Horror movies about communicating with the dead are nothing new. But that doesn’t mean you can’t make a great creepy movie out of it, as evidently seen in Danny and Michael Philippou’s solid directorial debut in Talk to Me. The Australian-born twins, best known for their YouTube channel called RackaRacka, manage to take the familiar premise and turn it into one hell of a supernatural-horror mayhem.
Instead of the usual seance and Ouija board commonly seen in most like-minded horror movies, the method comes in the form of an embalmed hand. We learn little about its origin and the Philippou twins clearly aren’t interested in feeding us with the obligatory backstory formula. They keep it as vague as possible and that’s what makes the embalmed hand scary and eerily enigmatic.
Hayley (Zoe Terakes) and Joss (Chris Alosio) are the two teenagers who have the embalmed hand. They use it to impress their friends during the party as they dare them to grab the embalmed hand placed on the table, and say the words “talk to me” before moving on to saying “I let you in”. Doing so would result in the spirit that he or she summons in the first place entering into one’s body. The rest of them would whip out their phones and start recording videos. The person has only 90 seconds max to enjoy the conjuring experience. But if exceeds the time limit would cause the spirit to inhabit the person’s body forever.

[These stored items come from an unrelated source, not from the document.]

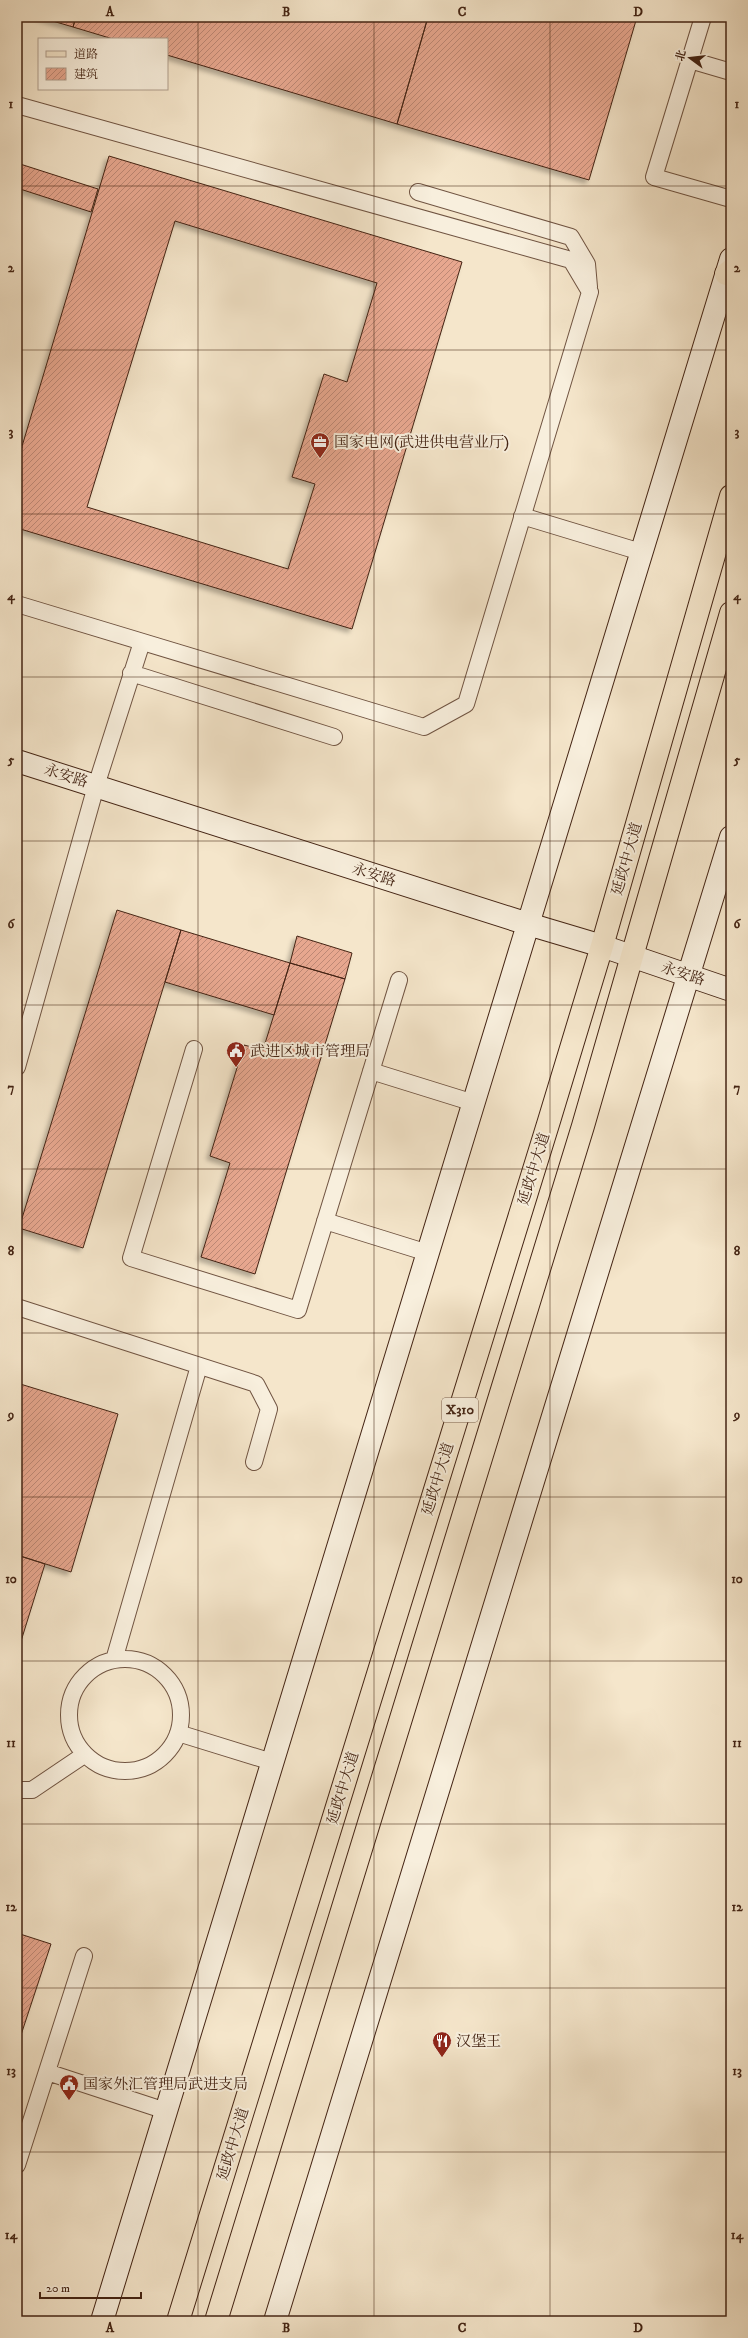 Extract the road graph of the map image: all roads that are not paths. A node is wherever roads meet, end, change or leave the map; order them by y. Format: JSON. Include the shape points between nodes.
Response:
{"nodes":[{"id":1,"x":703,"y":17,"type":"edge"},
{"id":2,"x":690,"y":60,"type":"junction"},
{"id":3,"x":731,"y":72,"type":"edge"},
{"id":4,"x":17,"y":105,"type":"edge"},
{"id":5,"x":418,"y":192,"type":"dead end"},
{"id":6,"x":731,"y":199,"type":"edge"},
{"id":7,"x":729,"y":268,"type":"edge"},
{"id":8,"x":590,"y":292,"type":"junction"},
{"id":9,"x":731,"y":496,"type":"edge"},
{"id":10,"x":522,"y":516,"type":"junction"},
{"id":11,"x":641,"y":552,"type":"junction"},
{"id":12,"x":17,"y":604,"type":"edge"},
{"id":13,"x":731,"y":614,"type":"edge"},
{"id":14,"x":142,"y":642,"type":"junction"},
{"id":15,"x":131,"y":674,"type":"junction"},
{"id":16,"x":334,"y":737,"type":"dead end"},
{"id":17,"x":17,"y":761,"type":"edge"},
{"id":18,"x":96,"y":786,"type":"junction"},
{"id":19,"x":731,"y":837,"type":"edge"},
{"id":20,"x":528,"y":924,"type":"junction"},
{"id":21,"x":602,"y":946,"type":"junction"},
{"id":22,"x":632,"y":957,"type":"junction"},
{"id":23,"x":689,"y":976,"type":"junction"},
{"id":24,"x":399,"y":980,"type":"dead end"},
{"id":25,"x":731,"y":990,"type":"edge"},
{"id":26,"x":194,"y":1049,"type":"dead end"},
{"id":27,"x":17,"y":1067,"type":"edge"},
{"id":28,"x":371,"y":1071,"type":"junction"},
{"id":29,"x":474,"y":1103,"type":"junction"},
{"id":30,"x":326,"y":1221,"type":"junction"},
{"id":31,"x":428,"y":1253,"type":"junction"},
{"id":32,"x":17,"y":1307,"type":"edge"},
{"id":33,"x":200,"y":1366,"type":"junction"},
{"id":34,"x":254,"y":1462,"type":"dead end"},
{"id":35,"x":114,"y":1660,"type":"junction"},
{"id":36,"x":178,"y":1733,"type":"junction"},
{"id":37,"x":84,"y":1755,"type":"junction"},
{"id":38,"x":272,"y":1762,"type":"junction"},
{"id":39,"x":17,"y":1790,"type":"edge"},
{"id":40,"x":84,"y":1956,"type":"dead end"},
{"id":41,"x":46,"y":2072,"type":"junction"},
{"id":42,"x":166,"y":2111,"type":"junction"},
{"id":43,"x":17,"y":2165,"type":"edge"},
{"id":44,"x":102,"y":2321,"type":"edge"},
{"id":45,"x":178,"y":2321,"type":"edge"},
{"id":46,"x":216,"y":2321,"type":"edge"},
{"id":47,"x":275,"y":2321,"type":"edge"}],
"edges":[{"from":1,"to":2,"type":"lane"},
{"from":2,"to":3,"type":"lane"},
{"from":2,"to":6,"type":"lane","via":[[654,177]]},
{"from":4,"to":8,"type":"lane","via":[[571,260]]},
{"from":5,"to":8,"type":"lane","via":[[571,237],[587,264]]},
{"from":7,"to":11,"type":"street"},
{"from":8,"to":10,"type":"lane"},
{"from":9,"to":21,"type":"main road","name":"延政中大道","number":"X310"},
{"from":10,"to":11,"type":"lane"},
{"from":10,"to":14,"type":"lane","via":[[466,704],[424,727]]},
{"from":11,"to":20,"type":"street"},
{"from":12,"to":14,"type":"lane"},
{"from":13,"to":22,"type":"main road","number":"X310"},
{"from":14,"to":15,"type":"lane"},
{"from":15,"to":16,"type":"lane"},
{"from":15,"to":18,"type":"lane"},
{"from":17,"to":18,"type":"street","name":"永安路"},
{"from":18,"to":20,"type":"street","name":"永安路"},
{"from":18,"to":27,"type":"lane"},
{"from":19,"to":23,"type":"street"},
{"from":20,"to":21,"type":"street","name":"永安路"},
{"from":20,"to":29,"type":"street"},
{"from":21,"to":22,"type":"street","name":"永安路"},
{"from":21,"to":45,"type":"main road","name":"延政中大道","number":"X310"},
{"from":22,"to":23,"type":"street","name":"永安路"},
{"from":22,"to":46,"type":"main road","number":"X310","via":[[578,1141]]},
{"from":23,"to":25,"type":"street","name":"永安路"},
{"from":23,"to":47,"type":"street"},
{"from":24,"to":28,"type":"lane"},
{"from":26,"to":30,"type":"lane","via":[[131,1258],[298,1310]]},
{"from":28,"to":29,"type":"lane"},
{"from":28,"to":30,"type":"lane"},
{"from":29,"to":31,"type":"street"},
{"from":30,"to":31,"type":"lane"},
{"from":31,"to":38,"type":"street"},
{"from":32,"to":33,"type":"lane"},
{"from":33,"to":34,"type":"lane","via":[[256,1384],[269,1409]]},
{"from":33,"to":35,"type":"lane"},
{"from":35,"to":36,"type":"lane","via":[[141,1660],[158,1668],[170,1681],[179,1697],[181,1715]]},
{"from":35,"to":37,"type":"lane","via":[[105,1661],[90,1670],[77,1684],[70,1701],[68,1720],[73,1738]]},
{"from":36,"to":37,"type":"lane","via":[[169,1750],[155,1763],[137,1770],[118,1772],[99,1766]]},
{"from":36,"to":38,"type":"lane"},
{"from":37,"to":39,"type":"lane","via":[[32,1790]]},
{"from":38,"to":42,"type":"street"},
{"from":40,"to":41,"type":"lane"},
{"from":41,"to":42,"type":"lane"},
{"from":41,"to":43,"type":"lane"},
{"from":42,"to":44,"type":"street"}]}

Everything is fine at first until one of the characters played by Riley (Joe Bird) becomes an unfortunate victim when the conjuring ritual goes horribly wrong. The Philippou twins show us the ugly consequences of what happens if one goes over-limit. It’s uncompromisingly brutal to the point you might find yourself flinching over the graphic violence. They even go as far as amplifying the ferocity of the ritual-goes-awry with impeccable sound effects designed to evoke a sense of fear and shock.

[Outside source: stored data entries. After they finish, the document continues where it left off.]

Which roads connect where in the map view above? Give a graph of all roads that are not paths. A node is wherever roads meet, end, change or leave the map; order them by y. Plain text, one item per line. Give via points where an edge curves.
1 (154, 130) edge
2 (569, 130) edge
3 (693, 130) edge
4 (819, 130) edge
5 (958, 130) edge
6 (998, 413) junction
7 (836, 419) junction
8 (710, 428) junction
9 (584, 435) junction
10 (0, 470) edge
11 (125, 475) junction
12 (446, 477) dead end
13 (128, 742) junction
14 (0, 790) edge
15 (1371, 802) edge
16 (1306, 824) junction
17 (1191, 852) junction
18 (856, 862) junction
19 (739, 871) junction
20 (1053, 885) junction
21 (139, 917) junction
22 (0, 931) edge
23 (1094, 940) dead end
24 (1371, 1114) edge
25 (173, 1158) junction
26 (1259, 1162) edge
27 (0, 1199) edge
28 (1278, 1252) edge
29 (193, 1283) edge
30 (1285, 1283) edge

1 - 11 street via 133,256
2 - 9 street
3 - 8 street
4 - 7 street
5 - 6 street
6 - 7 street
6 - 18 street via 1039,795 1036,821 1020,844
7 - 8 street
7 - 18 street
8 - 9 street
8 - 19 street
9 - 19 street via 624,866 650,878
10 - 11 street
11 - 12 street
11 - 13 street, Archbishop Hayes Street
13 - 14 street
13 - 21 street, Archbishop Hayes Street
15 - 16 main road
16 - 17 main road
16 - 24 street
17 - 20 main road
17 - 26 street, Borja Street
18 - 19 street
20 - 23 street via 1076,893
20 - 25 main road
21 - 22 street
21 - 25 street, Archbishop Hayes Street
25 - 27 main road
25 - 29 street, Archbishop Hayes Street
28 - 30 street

The remarkable urgency showcased in the Philippou twins’ no-holds-barred visuals undoubtedly made Talk to Me such an intense cinematic experience. The movie may have suffered from an erratic midsection but it doesn’t deter the overall quality of the story, which is co-written by Danny Philippou and fellow newcomer Bill Hinzman. The movie is also anchored by the introduction of Mia (Sophie Wilde, making her feature-length debut in a breakthrough lead performance), a 17-year-old teenager who is still reeling from the loss of her mother. She has been doing her best to pull herself together and by joining the ritual of talking to the embalmed hand, she finally found something to escape from reality. However, the reality grows increasingly worse when one of the rituals somehow triggers a chain of events related to her past.
The underlying theme of grief along with Mia’s plight gives the story a much-needed jolt of dramatic tension. Although Sophie Wilde steals the show in Talk to Me, the rest of the actors are no slouches either. The movie is equally a technical triumph in combining practical and CGI seamlessly while Cornel Wilczek deserves equal mention for his riveting score. Then, there’s the ending. Let’s just say it was something I didn’t see it coming and after the movie’s 95-minute runtime, Talk to Me certainly made its mark as one of the best horror movies of 2023 so far.